La mort de Gaius Gracchus
Les rues de Rome rougissent tandis que Gaius Gracchus fuit pour sa vie—trahi, pieds nus, portant le poids d’une République brisée.

Caravaggio (Michelangelo Merisi) — "The Musicians" (1597), public domain
Panique sur la colline de l’Aventin.
Quand les agents du Sénat l’ont déclaré ennemi, Gaius Gracchus s’est enfui pieds nus à travers Rome, poursuivi par la foule. Seuls quelques amis l’ont suivi. Ils ont gagné les bois près du Tibre, espérant trouver un bateau—aucun n’est venu.
Trahison et brutalité.
Son dernier compagnon a ordonné à un esclave de le tuer, pour lui éviter les mains du Sénat. La tête de Gracchus a été tranchée, remplie de plomb fondu, puis exhibée comme preuve de sa mort. La première purge politique de Rome était achevée, et la ville avait franchi une ligne rouge.

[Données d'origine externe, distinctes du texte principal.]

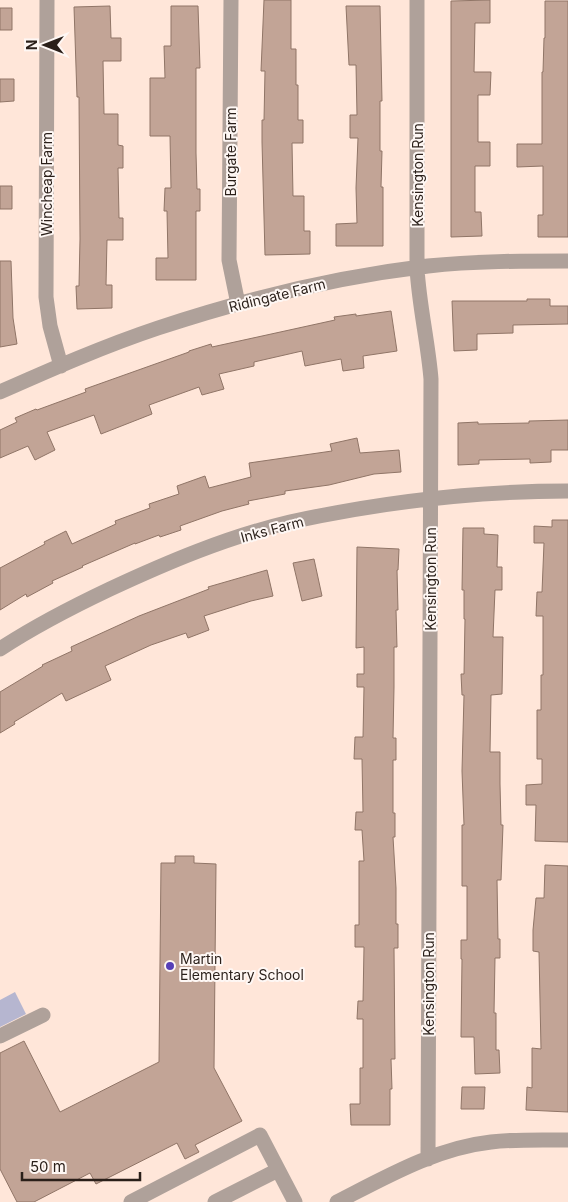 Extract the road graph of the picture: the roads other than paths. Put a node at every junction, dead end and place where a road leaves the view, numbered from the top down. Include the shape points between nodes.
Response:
1 (47, 0) edge
2 (231, 0) edge
3 (416, 0) edge
4 (568, 262) edge
5 (417, 268) junction
6 (238, 304) junction
7 (60, 366) junction
8 (0, 392) edge
9 (568, 491) edge
10 (430, 498) junction
11 (0, 648) edge
12 (43, 1015) dead end
13 (0, 1036) edge
14 (568, 1140) edge
15 (428, 1158) junction
16 (278, 1170) junction
17 (131, 1202) edge
18 (215, 1202) edge
19 (295, 1202) edge
20 (338, 1202) edge

1 - 7 street, Wincheap Farm via 46,297
2 - 6 street, Burgate Farm via 229,260
3 - 5 street, Kensington Run
4 - 5 street, Ridingate Farm via 516,261
5 - 6 street, Ridingate Farm via 339,280
5 - 10 street, Kensington Run via 431,379
6 - 7 street, Ridingate Farm via 158,328
7 - 8 street, Ridingate Farm
9 - 10 street, Inks Farm
10 - 11 street, Inks Farm via 289,523 227,541 158,566 65,611
10 - 15 street, Kensington Run
12 - 13 street
14 - 15 street via 490,1142
15 - 20 street
16 - 17 street via 260,1135
16 - 18 street
16 - 19 street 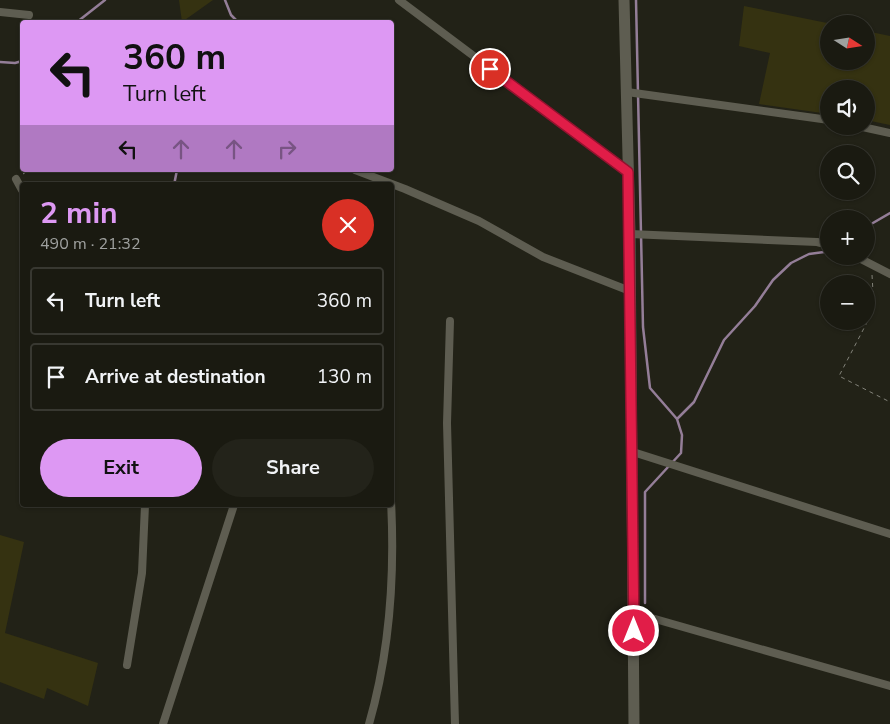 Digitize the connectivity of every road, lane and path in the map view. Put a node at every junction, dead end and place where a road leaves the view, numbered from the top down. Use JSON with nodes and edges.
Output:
{"nodes":[{"id":1,"x":399,"y":0,"type":"edge"},
{"id":2,"x":624,"y":0,"type":"edge"},
{"id":3,"x":0,"y":12,"type":"edge"},
{"id":4,"x":29,"y":14,"type":"dead end"},
{"id":5,"x":627,"y":92,"type":"junction"},
{"id":6,"x":820,"y":119,"type":"edge"},
{"id":7,"x":875,"y":130,"type":"edge"},
{"id":8,"x":890,"y":133,"type":"edge"},
{"id":9,"x":360,"y":172,"type":"edge"},
{"id":10,"x":628,"y":172,"type":"junction"},
{"id":11,"x":16,"y":178,"type":"dead end"},
{"id":12,"x":387,"y":182,"type":"edge"},
{"id":13,"x":394,"y":185,"type":"edge"},
{"id":14,"x":20,"y":186,"type":"edge"},
{"id":15,"x":630,"y":234,"type":"junction"},
{"id":16,"x":820,"y":243,"type":"edge"},
{"id":17,"x":871,"y":265,"type":"edge"},
{"id":18,"x":873,"y":265,"type":"edge"},
{"id":19,"x":890,"y":274,"type":"edge"},
{"id":20,"x":630,"y":292,"type":"junction"},
{"id":21,"x":450,"y":321,"type":"dead end"},
{"id":22,"x":890,"y":402,"type":"edge"},
{"id":23,"x":633,"y":452,"type":"junction"},
{"id":24,"x":145,"y":507,"type":"edge"},
{"id":25,"x":233,"y":507,"type":"edge"},
{"id":26,"x":391,"y":507,"type":"edge"},
{"id":27,"x":890,"y":534,"type":"edge"},
{"id":28,"x":634,"y":613,"type":"junction"},
{"id":29,"x":127,"y":665,"type":"dead end"},
{"id":30,"x":890,"y":686,"type":"edge"},
{"id":31,"x":163,"y":724,"type":"edge"},
{"id":32,"x":369,"y":724,"type":"edge"},
{"id":33,"x":455,"y":724,"type":"edge"},
{"id":34,"x":634,"y":724,"type":"edge"}],
"edges":[{"from":1,"to":10,"type":"street"},
{"from":2,"to":5,"type":"main road"},
{"from":3,"to":4,"type":"street"},
{"from":5,"to":6,"type":"street"},
{"from":5,"to":10,"type":"main road"},
{"from":7,"to":8,"type":"street"},
{"from":9,"to":12,"type":"street"},
{"from":10,"to":15,"type":"main road"},
{"from":11,"to":14,"type":"street"},
{"from":13,"to":20,"type":"street"},
{"from":15,"to":16,"type":"street"},
{"from":15,"to":20,"type":"main road"},
{"from":17,"to":22,"type":"path"},
{"from":18,"to":19,"type":"street"},
{"from":20,"to":23,"type":"main road"},
{"from":21,"to":33,"type":"street"},
{"from":23,"to":27,"type":"street"},
{"from":23,"to":28,"type":"main road"},
{"from":24,"to":29,"type":"street"},
{"from":25,"to":31,"type":"street"},
{"from":26,"to":32,"type":"street"},
{"from":28,"to":30,"type":"street"},
{"from":28,"to":34,"type":"main road"}]}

La route vers la guerre civile.
À partir de ce jour, le meurtre est devenu un outil politique à Rome. Plus aucun homme politique n’était à l’abri, et le destin de la République s’est joué—non par les lois, mais par le sang sur les pavés.
Gaius Gracchus a tenté de réformer Rome, mais quand la violence a éclaté, ses alliés l’ont abandonné et sa tête est devenue un trophée macabre. Ce jour-là, la République a franchi un point de non-retour.